**ABOUT THIS TASK**. Among the entries below, find every line that contains the string "ends", then copy it.

--- PROVIDED RECORDS Enclosed Below ---

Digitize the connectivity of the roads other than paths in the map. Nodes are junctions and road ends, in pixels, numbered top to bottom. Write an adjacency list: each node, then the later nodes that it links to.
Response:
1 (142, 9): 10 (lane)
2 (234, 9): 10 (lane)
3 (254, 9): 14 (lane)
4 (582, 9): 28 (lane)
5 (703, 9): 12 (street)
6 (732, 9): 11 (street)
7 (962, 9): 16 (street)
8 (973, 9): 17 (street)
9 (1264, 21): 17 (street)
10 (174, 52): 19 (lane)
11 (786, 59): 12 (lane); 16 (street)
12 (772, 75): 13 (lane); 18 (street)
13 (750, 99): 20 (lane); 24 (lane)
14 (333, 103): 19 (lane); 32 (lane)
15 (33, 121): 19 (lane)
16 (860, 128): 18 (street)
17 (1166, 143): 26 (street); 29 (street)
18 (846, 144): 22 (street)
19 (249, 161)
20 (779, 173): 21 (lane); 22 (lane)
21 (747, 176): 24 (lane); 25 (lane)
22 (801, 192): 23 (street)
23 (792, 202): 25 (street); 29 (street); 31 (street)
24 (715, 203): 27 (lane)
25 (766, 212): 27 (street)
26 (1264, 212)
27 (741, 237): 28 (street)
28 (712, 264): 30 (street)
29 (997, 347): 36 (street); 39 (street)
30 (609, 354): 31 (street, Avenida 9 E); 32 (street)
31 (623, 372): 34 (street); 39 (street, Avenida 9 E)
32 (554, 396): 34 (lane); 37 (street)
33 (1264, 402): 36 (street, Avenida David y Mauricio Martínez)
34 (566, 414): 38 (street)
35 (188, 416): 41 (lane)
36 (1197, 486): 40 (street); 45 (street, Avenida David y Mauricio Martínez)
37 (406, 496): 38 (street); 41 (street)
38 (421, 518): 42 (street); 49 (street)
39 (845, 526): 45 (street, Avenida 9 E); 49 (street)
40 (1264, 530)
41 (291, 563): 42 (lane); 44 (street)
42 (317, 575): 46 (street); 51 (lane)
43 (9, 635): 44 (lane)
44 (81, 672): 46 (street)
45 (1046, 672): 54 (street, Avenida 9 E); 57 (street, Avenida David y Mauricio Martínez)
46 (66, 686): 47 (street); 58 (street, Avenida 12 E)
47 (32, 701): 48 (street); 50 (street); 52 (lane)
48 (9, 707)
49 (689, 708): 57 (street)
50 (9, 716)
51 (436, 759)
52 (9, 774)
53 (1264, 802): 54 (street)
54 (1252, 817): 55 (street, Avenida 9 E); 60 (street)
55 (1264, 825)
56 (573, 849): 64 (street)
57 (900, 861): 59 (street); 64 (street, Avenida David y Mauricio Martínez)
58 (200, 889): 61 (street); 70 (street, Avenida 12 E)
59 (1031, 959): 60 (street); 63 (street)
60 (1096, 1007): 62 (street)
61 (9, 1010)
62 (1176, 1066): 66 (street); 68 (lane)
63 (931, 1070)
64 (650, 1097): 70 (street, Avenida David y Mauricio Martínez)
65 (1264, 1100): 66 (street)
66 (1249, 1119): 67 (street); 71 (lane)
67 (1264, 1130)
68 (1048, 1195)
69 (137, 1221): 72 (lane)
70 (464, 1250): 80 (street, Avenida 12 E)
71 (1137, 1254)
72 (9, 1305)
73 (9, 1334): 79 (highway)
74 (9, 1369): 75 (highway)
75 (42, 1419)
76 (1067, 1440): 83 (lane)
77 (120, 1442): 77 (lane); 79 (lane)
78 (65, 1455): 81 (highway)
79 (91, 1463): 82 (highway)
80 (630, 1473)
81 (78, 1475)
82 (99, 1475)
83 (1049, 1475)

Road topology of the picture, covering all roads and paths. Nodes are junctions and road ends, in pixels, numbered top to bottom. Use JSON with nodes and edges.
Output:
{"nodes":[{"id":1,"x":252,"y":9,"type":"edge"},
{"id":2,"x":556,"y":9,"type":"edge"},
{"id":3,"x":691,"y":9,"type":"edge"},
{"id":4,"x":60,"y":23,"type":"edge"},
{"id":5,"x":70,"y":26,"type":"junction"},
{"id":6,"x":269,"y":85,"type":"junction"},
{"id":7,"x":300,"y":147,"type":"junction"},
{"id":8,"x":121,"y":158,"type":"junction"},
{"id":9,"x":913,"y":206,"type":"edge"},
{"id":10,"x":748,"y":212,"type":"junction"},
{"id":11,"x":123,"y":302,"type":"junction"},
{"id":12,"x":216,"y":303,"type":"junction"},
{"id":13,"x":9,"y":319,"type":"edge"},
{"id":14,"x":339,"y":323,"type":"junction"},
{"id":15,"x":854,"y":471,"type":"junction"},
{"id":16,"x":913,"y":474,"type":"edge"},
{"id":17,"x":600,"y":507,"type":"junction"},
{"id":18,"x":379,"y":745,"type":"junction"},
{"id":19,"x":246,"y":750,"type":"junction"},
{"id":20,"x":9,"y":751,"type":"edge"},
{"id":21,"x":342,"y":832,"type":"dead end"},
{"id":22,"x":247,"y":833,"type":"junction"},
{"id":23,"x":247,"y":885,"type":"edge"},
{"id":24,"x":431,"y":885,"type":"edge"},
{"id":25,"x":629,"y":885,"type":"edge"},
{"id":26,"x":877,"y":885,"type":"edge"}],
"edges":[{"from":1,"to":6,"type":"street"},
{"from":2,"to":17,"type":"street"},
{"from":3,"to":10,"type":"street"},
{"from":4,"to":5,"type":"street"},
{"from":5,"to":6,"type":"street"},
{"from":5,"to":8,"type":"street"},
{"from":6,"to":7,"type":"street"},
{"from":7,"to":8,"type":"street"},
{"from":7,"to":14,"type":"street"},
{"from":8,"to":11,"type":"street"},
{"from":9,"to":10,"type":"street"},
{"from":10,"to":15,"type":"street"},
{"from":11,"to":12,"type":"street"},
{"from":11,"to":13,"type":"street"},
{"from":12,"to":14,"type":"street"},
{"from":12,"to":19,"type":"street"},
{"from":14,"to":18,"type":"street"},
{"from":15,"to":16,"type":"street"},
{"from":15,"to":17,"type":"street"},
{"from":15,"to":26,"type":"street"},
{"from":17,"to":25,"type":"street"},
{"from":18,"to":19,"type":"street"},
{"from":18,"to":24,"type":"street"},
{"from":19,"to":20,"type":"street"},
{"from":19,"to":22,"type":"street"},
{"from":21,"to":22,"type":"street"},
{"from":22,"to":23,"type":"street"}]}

--- End of Enclosed PROVIDED RECORDS ---

**WRITTEN SOLUTION**.
Digitize the connectivity of the roads other than paths in the map. Nodes are junctions and road ends, in pixels, numbered top to bottom. Write an adjacency list: each node, then the later nodes that it links to.
Road topology of the picture, covering all roads and paths. Nodes are junctions and road ends, in pixels, numbered top to bottom. Use JSON with nodes and edges.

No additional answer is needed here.